### Assignment
Filter the data for lines with the word "الميامين", then copy every line so identified.

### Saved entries
:::

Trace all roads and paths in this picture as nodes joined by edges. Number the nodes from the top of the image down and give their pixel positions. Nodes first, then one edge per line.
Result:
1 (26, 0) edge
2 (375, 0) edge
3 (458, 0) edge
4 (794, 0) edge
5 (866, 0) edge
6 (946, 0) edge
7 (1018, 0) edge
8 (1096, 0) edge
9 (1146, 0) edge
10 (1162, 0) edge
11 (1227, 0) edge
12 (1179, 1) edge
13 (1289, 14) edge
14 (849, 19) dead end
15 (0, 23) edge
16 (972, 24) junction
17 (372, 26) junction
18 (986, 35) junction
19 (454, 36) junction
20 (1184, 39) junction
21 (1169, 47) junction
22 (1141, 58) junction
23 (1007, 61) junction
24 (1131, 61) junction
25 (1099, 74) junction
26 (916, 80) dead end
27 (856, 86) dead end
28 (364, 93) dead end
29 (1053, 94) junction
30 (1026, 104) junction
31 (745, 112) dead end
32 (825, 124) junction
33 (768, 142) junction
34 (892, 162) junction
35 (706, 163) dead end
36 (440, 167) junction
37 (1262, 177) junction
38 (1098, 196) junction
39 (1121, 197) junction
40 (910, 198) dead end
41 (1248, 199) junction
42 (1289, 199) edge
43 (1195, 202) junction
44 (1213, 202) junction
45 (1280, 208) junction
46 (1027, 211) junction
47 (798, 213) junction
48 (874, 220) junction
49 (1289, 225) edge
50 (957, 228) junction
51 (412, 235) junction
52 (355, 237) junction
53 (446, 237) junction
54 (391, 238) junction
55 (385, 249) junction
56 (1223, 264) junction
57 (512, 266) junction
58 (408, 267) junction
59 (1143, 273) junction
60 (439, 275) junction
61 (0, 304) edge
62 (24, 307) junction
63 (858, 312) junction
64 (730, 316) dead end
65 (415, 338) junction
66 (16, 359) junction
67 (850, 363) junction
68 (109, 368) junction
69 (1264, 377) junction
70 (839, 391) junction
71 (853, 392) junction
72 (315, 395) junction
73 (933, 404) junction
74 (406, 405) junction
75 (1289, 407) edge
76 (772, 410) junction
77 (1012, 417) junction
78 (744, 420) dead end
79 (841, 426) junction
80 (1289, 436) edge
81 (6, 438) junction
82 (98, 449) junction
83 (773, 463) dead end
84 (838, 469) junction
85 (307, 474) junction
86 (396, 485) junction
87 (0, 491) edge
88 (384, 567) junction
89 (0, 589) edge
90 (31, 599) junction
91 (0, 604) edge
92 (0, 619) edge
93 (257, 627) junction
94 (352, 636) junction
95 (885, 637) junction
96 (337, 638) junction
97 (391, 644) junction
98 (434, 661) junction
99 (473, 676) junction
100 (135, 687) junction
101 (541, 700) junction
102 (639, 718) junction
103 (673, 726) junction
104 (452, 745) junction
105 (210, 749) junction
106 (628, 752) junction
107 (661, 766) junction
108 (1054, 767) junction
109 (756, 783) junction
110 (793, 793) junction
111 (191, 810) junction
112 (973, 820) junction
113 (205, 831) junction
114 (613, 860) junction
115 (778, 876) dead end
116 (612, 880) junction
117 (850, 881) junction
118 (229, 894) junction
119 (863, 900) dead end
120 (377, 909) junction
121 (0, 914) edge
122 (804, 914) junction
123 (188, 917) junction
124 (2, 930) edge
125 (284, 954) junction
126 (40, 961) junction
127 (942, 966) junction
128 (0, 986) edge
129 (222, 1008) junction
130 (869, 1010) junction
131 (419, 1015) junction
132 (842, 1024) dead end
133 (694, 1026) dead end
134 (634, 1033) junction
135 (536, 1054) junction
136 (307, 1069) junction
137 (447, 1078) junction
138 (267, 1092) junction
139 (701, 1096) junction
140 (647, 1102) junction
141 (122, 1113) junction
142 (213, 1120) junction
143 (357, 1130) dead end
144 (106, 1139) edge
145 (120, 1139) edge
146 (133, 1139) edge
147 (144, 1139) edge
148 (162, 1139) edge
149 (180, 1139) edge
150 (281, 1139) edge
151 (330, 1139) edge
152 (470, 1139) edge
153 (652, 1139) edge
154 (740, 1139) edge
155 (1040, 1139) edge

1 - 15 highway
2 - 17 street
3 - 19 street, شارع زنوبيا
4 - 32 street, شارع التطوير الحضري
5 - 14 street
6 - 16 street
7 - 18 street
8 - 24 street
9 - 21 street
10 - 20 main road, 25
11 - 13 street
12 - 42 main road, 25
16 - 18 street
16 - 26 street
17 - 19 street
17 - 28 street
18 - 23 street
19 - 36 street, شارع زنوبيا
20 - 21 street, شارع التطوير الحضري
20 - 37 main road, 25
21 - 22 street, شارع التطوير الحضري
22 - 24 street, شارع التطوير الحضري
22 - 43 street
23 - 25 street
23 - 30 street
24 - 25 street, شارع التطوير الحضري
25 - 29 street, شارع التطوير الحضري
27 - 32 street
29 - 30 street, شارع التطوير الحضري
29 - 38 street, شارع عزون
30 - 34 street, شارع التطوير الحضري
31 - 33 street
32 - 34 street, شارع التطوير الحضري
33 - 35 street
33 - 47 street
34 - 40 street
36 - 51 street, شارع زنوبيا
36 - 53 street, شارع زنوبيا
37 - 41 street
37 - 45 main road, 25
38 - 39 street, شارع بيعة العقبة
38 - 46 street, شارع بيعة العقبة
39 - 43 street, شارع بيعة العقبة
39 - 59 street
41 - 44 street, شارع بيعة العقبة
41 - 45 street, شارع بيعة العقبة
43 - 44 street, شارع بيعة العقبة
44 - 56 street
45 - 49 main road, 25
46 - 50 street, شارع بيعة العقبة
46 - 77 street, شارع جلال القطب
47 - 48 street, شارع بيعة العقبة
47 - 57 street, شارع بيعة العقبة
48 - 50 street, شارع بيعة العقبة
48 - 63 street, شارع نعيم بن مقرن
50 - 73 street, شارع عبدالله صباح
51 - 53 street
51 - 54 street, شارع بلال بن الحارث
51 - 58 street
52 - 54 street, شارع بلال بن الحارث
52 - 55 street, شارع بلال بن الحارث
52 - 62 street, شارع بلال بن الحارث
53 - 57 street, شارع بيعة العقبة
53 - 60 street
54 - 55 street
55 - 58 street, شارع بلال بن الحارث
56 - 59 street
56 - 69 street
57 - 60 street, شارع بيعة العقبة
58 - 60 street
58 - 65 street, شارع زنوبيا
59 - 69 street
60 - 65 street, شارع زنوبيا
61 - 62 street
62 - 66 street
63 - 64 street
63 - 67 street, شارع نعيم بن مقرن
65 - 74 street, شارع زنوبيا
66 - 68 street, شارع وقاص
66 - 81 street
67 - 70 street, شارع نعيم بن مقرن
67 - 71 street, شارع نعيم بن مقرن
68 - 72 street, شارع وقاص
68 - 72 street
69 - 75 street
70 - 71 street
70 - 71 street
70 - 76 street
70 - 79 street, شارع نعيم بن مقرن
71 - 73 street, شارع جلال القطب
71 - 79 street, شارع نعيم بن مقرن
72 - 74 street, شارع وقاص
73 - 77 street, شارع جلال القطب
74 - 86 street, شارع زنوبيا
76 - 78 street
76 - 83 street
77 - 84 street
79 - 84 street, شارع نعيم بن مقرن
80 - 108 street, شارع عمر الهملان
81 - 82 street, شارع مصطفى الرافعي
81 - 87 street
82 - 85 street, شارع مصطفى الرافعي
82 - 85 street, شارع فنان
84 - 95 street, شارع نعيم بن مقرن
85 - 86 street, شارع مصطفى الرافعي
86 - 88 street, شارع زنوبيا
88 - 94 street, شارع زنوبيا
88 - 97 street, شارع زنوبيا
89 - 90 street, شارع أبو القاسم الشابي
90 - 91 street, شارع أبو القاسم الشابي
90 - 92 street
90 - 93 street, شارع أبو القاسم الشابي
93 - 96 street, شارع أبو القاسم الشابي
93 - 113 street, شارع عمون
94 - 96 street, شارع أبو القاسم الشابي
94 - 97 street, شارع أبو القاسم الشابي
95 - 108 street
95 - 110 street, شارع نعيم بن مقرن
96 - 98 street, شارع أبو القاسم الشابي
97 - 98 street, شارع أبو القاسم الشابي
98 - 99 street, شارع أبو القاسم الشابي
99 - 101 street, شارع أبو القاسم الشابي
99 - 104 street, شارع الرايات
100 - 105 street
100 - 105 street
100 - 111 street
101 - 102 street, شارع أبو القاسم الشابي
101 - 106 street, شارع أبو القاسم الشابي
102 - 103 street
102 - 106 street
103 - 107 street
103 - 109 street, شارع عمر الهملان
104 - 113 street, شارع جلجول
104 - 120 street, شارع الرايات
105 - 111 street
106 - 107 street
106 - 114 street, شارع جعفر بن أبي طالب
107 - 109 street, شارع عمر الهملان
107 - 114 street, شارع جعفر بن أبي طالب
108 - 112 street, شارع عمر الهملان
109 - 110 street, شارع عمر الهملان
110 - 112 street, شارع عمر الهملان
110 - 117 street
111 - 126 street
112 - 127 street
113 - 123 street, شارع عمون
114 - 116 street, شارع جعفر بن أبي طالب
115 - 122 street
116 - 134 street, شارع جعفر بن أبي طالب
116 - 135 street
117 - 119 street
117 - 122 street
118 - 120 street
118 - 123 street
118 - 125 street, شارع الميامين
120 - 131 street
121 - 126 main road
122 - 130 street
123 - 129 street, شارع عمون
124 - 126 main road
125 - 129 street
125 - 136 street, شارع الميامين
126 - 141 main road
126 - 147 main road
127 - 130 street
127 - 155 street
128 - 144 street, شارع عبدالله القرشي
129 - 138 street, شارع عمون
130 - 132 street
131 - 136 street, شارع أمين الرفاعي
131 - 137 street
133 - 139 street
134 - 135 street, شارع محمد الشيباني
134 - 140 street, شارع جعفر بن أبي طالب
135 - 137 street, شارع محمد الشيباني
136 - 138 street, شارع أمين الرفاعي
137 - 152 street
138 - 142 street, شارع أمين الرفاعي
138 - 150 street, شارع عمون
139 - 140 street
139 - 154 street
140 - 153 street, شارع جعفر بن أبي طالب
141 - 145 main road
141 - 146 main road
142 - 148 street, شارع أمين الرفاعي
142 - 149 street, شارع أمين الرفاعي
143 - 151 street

:::

### Task response
118 - 125 street, شارع الميامين
125 - 136 street, شارع الميامين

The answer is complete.